■ **SOURCE MATERIAL**:
════════════════

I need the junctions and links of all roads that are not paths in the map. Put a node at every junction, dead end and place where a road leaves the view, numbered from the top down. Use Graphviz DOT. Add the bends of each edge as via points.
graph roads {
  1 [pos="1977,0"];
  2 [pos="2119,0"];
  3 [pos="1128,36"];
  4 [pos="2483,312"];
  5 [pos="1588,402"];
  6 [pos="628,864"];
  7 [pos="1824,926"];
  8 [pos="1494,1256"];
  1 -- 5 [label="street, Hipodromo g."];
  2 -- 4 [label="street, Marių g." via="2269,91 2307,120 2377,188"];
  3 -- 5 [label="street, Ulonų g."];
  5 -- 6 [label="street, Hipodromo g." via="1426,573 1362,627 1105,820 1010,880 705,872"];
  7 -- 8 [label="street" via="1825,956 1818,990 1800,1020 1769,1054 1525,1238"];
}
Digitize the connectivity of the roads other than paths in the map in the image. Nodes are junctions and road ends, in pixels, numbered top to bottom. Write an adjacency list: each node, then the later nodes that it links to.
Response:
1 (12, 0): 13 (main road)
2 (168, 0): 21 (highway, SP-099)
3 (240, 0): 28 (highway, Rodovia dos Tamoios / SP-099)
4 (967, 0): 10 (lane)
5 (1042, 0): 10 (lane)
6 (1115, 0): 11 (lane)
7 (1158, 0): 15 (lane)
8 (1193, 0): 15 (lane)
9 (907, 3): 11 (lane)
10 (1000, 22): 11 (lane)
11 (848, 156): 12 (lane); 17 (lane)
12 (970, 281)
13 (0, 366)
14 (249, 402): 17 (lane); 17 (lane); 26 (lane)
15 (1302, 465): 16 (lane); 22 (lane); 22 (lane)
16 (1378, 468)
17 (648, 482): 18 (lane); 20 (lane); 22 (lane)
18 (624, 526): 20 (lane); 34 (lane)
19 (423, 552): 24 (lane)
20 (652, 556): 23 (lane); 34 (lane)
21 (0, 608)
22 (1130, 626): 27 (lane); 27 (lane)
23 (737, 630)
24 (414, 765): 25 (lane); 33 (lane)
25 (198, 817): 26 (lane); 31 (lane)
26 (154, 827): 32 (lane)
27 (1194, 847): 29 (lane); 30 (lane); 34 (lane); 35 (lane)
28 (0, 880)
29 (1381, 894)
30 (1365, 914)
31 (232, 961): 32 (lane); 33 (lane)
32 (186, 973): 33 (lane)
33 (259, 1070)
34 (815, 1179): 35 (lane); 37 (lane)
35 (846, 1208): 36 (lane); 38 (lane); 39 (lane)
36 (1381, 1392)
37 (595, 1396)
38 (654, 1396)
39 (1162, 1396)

════════════════

■ **PROBLEM DESCRIPTION**: Copy out the entries exactly. Begin at the first line and end with the line that has "Digitize the connectivity".

■ **OUTPUT OF THE EXERCISE**:
I need the junctions and links of all roads that are not paths in the map. Put a node at every junction, dead end and place where a road leaves the view, numbered from the top down. Use Graphviz DOT. Add the bends of each edge as via points.
graph roads {
  1 [pos="1977,0"];
  2 [pos="2119,0"];
  3 [pos="1128,36"];
  4 [pos="2483,312"];
  5 [pos="1588,402"];
  6 [pos="628,864"];
  7 [pos="1824,926"];
  8 [pos="1494,1256"];
  1 -- 5 [label="street, Hipodromo g."];
  2 -- 4 [label="street, Marių g." via="2269,91 2307,120 2377,188"];
  3 -- 5 [label="street, Ulonų g."];
  5 -- 6 [label="street, Hipodromo g." via="1426,573 1362,627 1105,820 1010,880 705,872"];
  7 -- 8 [label="street" via="1825,956 1818,990 1800,1020 1769,1054 1525,1238"];
}
Digitize the connectivity of the roads other than paths in the map in the image. Nodes are junctions and road ends, in pixels, numbered top to bottom. Write an adjacency list: each node, then the later nodes that it links to.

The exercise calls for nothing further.